The task:
Each line of the records is to be returned verbatim, with the images omitted.

┌─ Records for the task

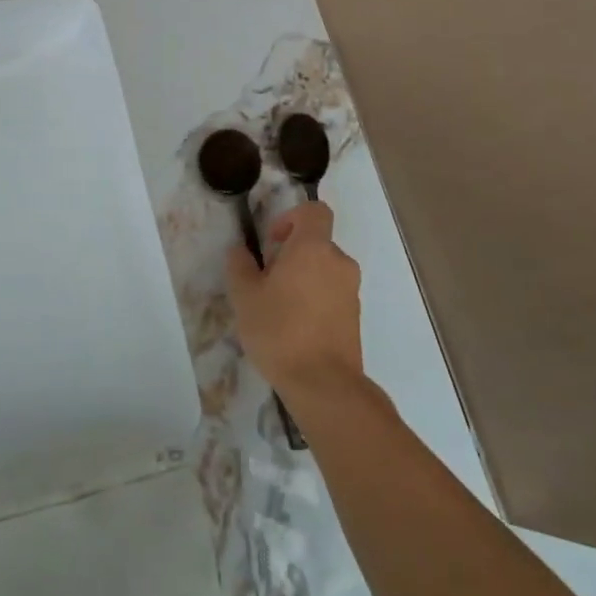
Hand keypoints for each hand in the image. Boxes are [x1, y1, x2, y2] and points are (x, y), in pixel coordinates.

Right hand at [225, 201, 364, 406]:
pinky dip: (316, 300)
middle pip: (316, 243)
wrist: (324, 385)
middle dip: (292, 255)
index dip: (292, 217)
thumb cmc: (280, 331)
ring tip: (280, 309)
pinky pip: (333, 294)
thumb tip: (240, 251)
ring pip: (324, 270)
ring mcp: (351, 290)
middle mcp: (338, 262)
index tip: (273, 242)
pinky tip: (296, 328)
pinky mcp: (355, 316)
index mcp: (313, 248)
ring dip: (304, 279)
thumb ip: (240, 266)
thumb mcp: (245, 297)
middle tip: (268, 281)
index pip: (314, 211)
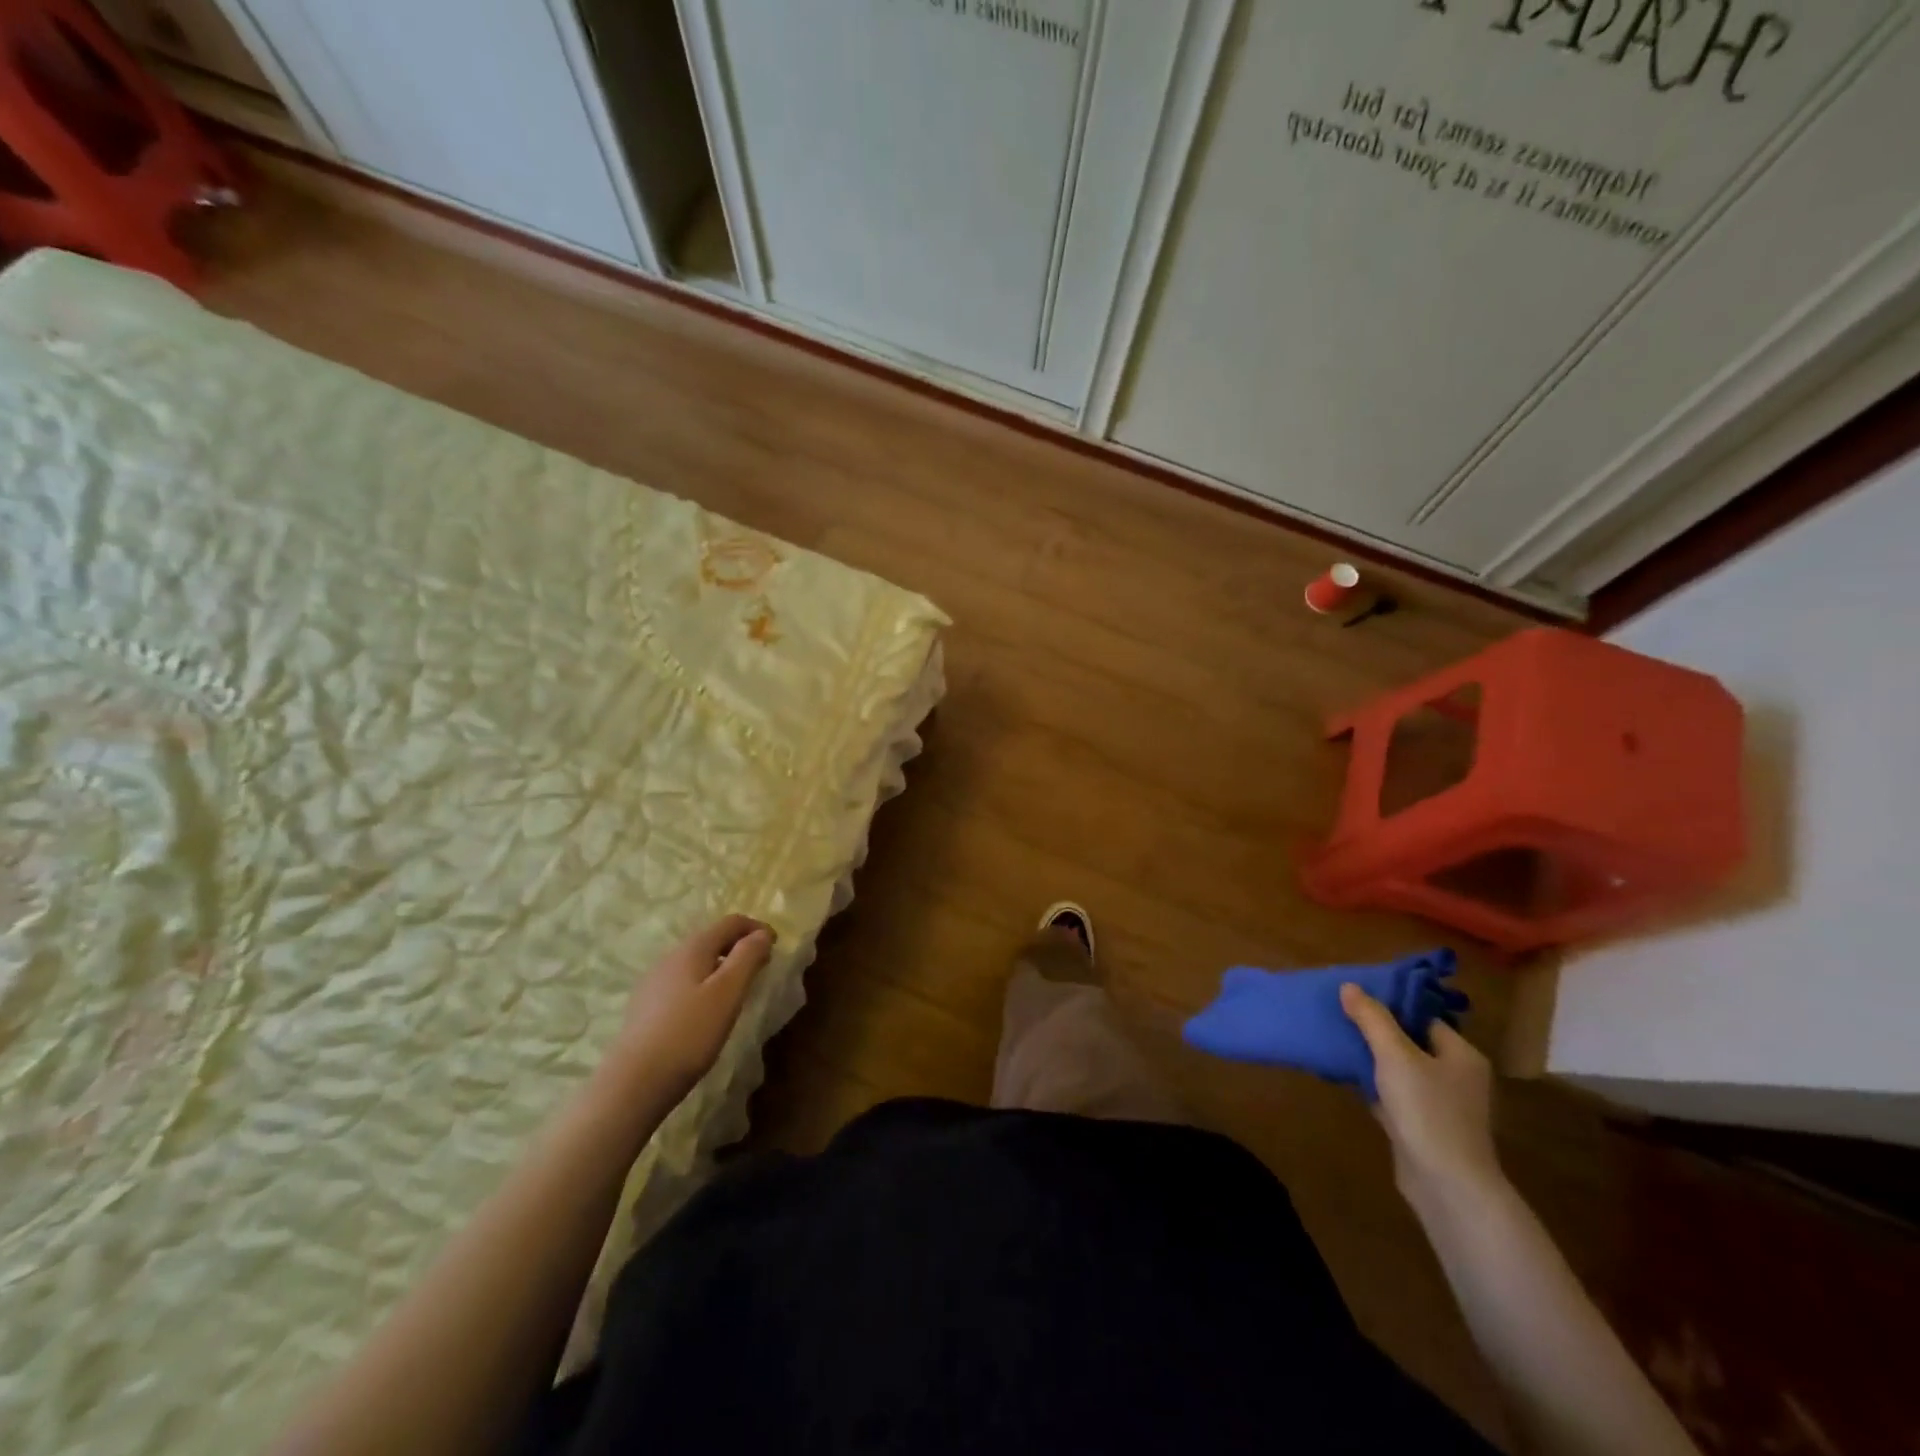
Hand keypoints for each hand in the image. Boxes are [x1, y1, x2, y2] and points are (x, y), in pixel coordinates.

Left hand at [614, 915, 775, 1097]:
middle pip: (712, 939)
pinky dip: (704, 983)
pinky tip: (707, 1010)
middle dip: (739, 946)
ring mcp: (654, 982)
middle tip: (761, 967)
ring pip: (696, 962)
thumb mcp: (728, 992)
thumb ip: (748, 957)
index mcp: (692, 949)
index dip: (756, 928)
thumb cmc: (690, 1033)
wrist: (634, 1082)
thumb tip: (762, 933)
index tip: (776, 945)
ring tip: (738, 989)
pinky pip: (683, 982)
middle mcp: (670, 957)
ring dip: (722, 966)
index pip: (730, 922)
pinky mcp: (646, 1006)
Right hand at [1340, 982, 1502, 1214]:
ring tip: (1335, 1040)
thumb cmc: (1427, 1111)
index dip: (1390, 1004)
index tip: (1355, 996)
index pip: (1423, 1017)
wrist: (1447, 1186)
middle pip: (1410, 1041)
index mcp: (1460, 1054)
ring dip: (1370, 1057)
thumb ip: (1372, 1019)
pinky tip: (1344, 1076)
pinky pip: (1393, 1094)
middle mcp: (1455, 1076)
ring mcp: (1439, 1104)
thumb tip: (1350, 986)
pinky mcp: (1422, 1126)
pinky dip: (1371, 1084)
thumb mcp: (1395, 1056)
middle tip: (1340, 1014)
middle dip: (1375, 1030)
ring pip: (1398, 1069)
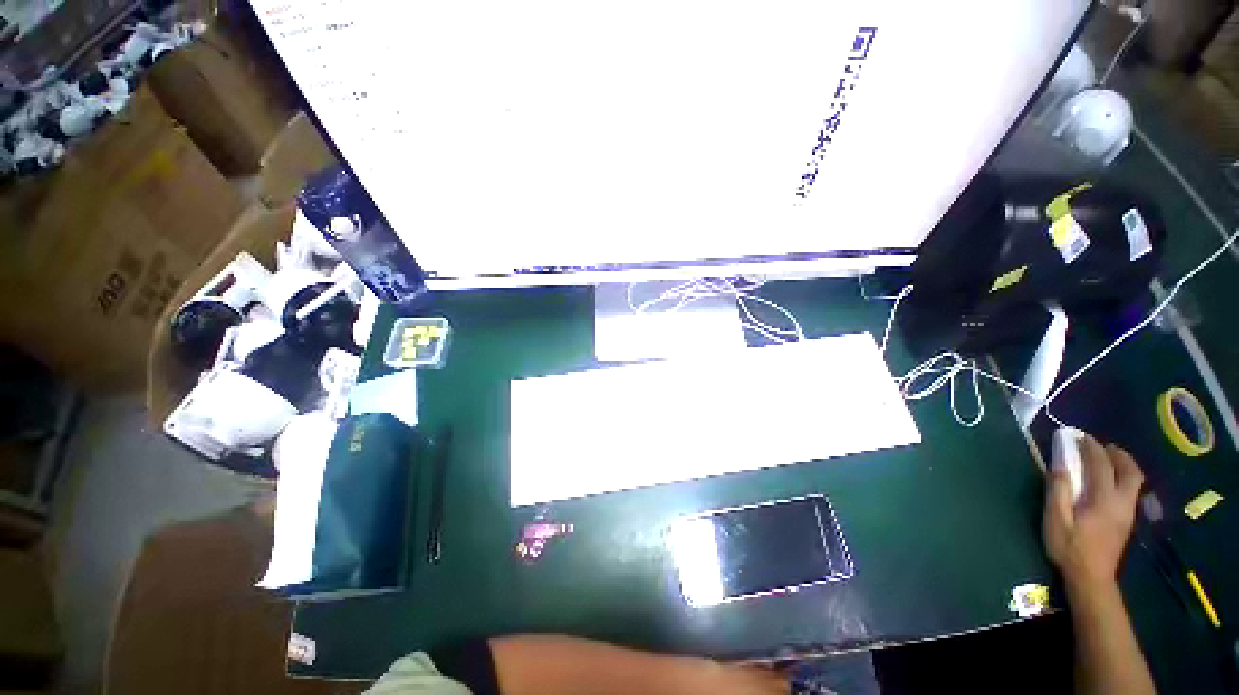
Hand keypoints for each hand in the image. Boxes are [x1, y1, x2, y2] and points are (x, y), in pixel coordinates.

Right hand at [1043, 434, 1143, 590]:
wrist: (1092, 579)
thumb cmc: (1069, 548)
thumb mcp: (1056, 520)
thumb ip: (1059, 492)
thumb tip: (1059, 465)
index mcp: (1103, 499)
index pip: (1100, 465)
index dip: (1091, 448)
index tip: (1079, 436)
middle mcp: (1121, 502)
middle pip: (1129, 470)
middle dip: (1117, 454)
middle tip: (1101, 445)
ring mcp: (1128, 512)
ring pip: (1135, 480)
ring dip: (1123, 464)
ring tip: (1108, 458)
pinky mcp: (1127, 520)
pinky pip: (1131, 490)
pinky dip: (1123, 476)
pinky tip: (1111, 480)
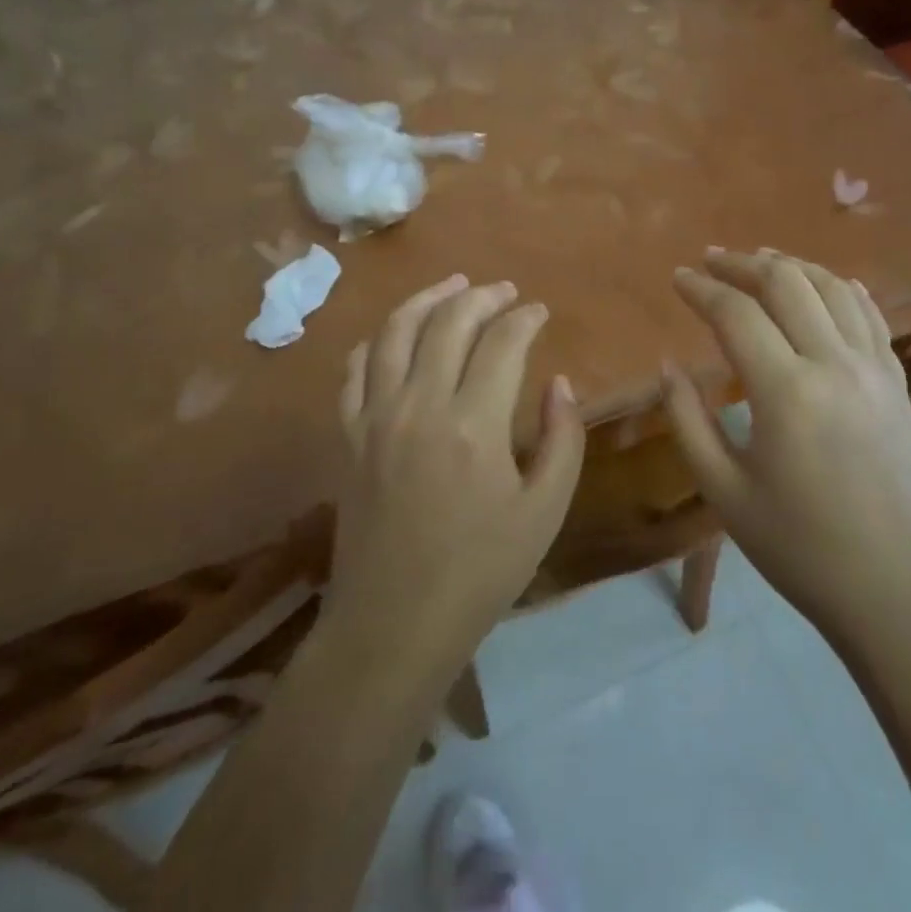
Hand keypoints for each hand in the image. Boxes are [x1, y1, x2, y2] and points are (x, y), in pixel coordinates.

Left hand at [328, 274, 584, 676]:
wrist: (394, 625)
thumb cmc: (480, 572)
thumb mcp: (544, 512)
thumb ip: (561, 439)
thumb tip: (558, 383)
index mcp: (474, 425)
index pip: (502, 343)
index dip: (524, 319)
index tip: (540, 312)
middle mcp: (420, 406)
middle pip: (448, 322)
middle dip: (481, 297)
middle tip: (504, 291)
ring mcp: (376, 418)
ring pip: (395, 332)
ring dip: (426, 299)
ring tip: (452, 286)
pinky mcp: (348, 436)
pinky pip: (355, 370)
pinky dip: (377, 341)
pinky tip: (395, 335)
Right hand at [663, 249, 910, 639]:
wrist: (893, 591)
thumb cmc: (797, 547)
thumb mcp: (723, 490)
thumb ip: (687, 419)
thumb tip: (669, 365)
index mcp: (786, 393)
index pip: (736, 314)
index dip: (701, 288)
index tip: (678, 277)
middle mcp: (834, 365)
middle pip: (786, 283)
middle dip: (742, 264)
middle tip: (711, 260)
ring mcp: (874, 370)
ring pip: (832, 287)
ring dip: (792, 266)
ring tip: (760, 262)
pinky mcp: (898, 383)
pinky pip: (871, 315)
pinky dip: (843, 288)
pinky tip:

└─

Task output:
Hand keypoints for each hand in the image. Boxes are [x1, y1, x2, y2] and points are (x, y), in pixel coordinates.

Right hand at [225, 201, 364, 406]:
pinky dip: (316, 300)
middle pip: (316, 243)
wrist: (324, 385)
middle dip: (292, 255)
index dip: (292, 217)
thumb cmc: (280, 331)
ring tip: (280, 309)
pinky pip: (333, 294)
thumb tip: (240, 251)
ring pip: (324, 270)
ring mcp: (351, 290)
middle mcp: (338, 262)
index tip: (273, 242)
pinky tip: (296, 328)
pinky mcp: (355, 316)
index mcp: (313, 248)
ring dip: (304, 279)
thumb ip: (240, 266)
thumb mcp: (245, 297)
middle tip: (268, 281)
index pip: (314, 211)
Hand keypoints for each hand in the image. Boxes are [x1, y1, x2, y2] and points are (x, y), in pixel coordinates.

Left hand at [614, 915, 775, 1097]:
middle pip: (712, 939)
pinky dip: (704, 983)
pinky tip: (707, 1010)
middle dip: (739, 946)
ring mcp: (654, 982)
middle tip: (761, 967)
ring pip: (696, 962)
thumb mcp: (728, 992)
thumb ip: (748, 957)
index mcp: (692, 949)
index dip: (756, 928)
thumb cmc: (690, 1033)
wrist: (634, 1082)
thumb tip: (762, 933)
index tip: (776, 945)
ring tip: (738, 989)
pinky pip: (683, 982)
middle mcp: (670, 957)
ring dip: (722, 966)
index pip: (730, 922)
pinky mcp: (646, 1006)
Right hand at [1340, 982, 1502, 1214]:
ring tip: (1335, 1040)
thumb cmc: (1427, 1111)
index dip: (1390, 1004)
index tip: (1355, 996)
index pip: (1423, 1017)
wrist: (1447, 1186)
middle pip: (1410, 1041)
index mcp: (1460, 1054)
ring dip: (1370, 1057)
thumb ip: (1372, 1019)
pinky tip: (1344, 1076)
pinky pip: (1393, 1094)
middle mcp: (1455, 1076)
ring mcp: (1439, 1104)
thumb tip: (1350, 986)
pinky mcp: (1422, 1126)
pinky dip: (1371, 1084)
thumb mcp: (1395, 1056)
middle tip: (1340, 1014)
middle dip: (1375, 1030)
ring pip: (1398, 1069)
Hand keypoints for each hand in the image. Boxes are [x1, y1, x2, y2] and points are (x, y), in pixel coordinates.

Right hand at [1043, 434, 1143, 590]:
wrist: (1092, 579)
thumb cmc: (1069, 548)
thumb mcp: (1056, 520)
thumb ip: (1059, 492)
thumb tip: (1059, 465)
index mcp: (1103, 499)
index pip: (1100, 465)
index dip: (1091, 448)
index tip: (1079, 436)
middle mcp: (1121, 502)
middle pip: (1129, 470)
middle dip: (1117, 454)
middle tip: (1101, 445)
ring mcp: (1128, 512)
ring pip: (1135, 480)
ring dip: (1123, 464)
ring tip: (1108, 458)
pinky mcp: (1127, 520)
pinky pip: (1131, 490)
pinky dip: (1123, 476)
pinky tip: (1111, 480)
Hand keypoints for each hand in the image. Boxes are [x1, y1, x2, y2] and points are (x, y), in pixel coordinates.

Left hand at [328, 274, 584, 676]:
wrist: (394, 625)
thumb cmc: (480, 572)
thumb mcp: (544, 512)
thumb ip: (561, 439)
thumb tip: (558, 383)
index mcp: (474, 425)
index pip: (502, 343)
index dip: (524, 319)
index tip: (540, 312)
middle mcp: (420, 406)
middle pip: (448, 322)
middle dip: (481, 297)
middle tip: (504, 291)
ring mcp: (376, 418)
ring pip: (395, 332)
ring dip: (426, 299)
ring tip: (452, 286)
pinky mcp: (348, 436)
pinky pip: (355, 370)
pinky dip: (377, 341)
pinky tip: (395, 335)
Right hand at [663, 249, 910, 639]:
wrist: (893, 591)
thumb cmc: (797, 547)
thumb mcp: (723, 490)
thumb ip: (687, 419)
thumb tip: (669, 365)
index mcp: (786, 393)
index pip: (736, 314)
index dip: (701, 288)
index tip: (678, 277)
middle mcp: (834, 365)
middle pip: (786, 283)
middle dip: (742, 264)
middle tip: (711, 260)
ring mcp: (874, 370)
ring pip: (832, 287)
ring dip: (792, 266)
ring tip: (760, 262)
pinky mcp: (898, 383)
pinky pip: (871, 315)
pinky dip: (843, 288)
pinky tip:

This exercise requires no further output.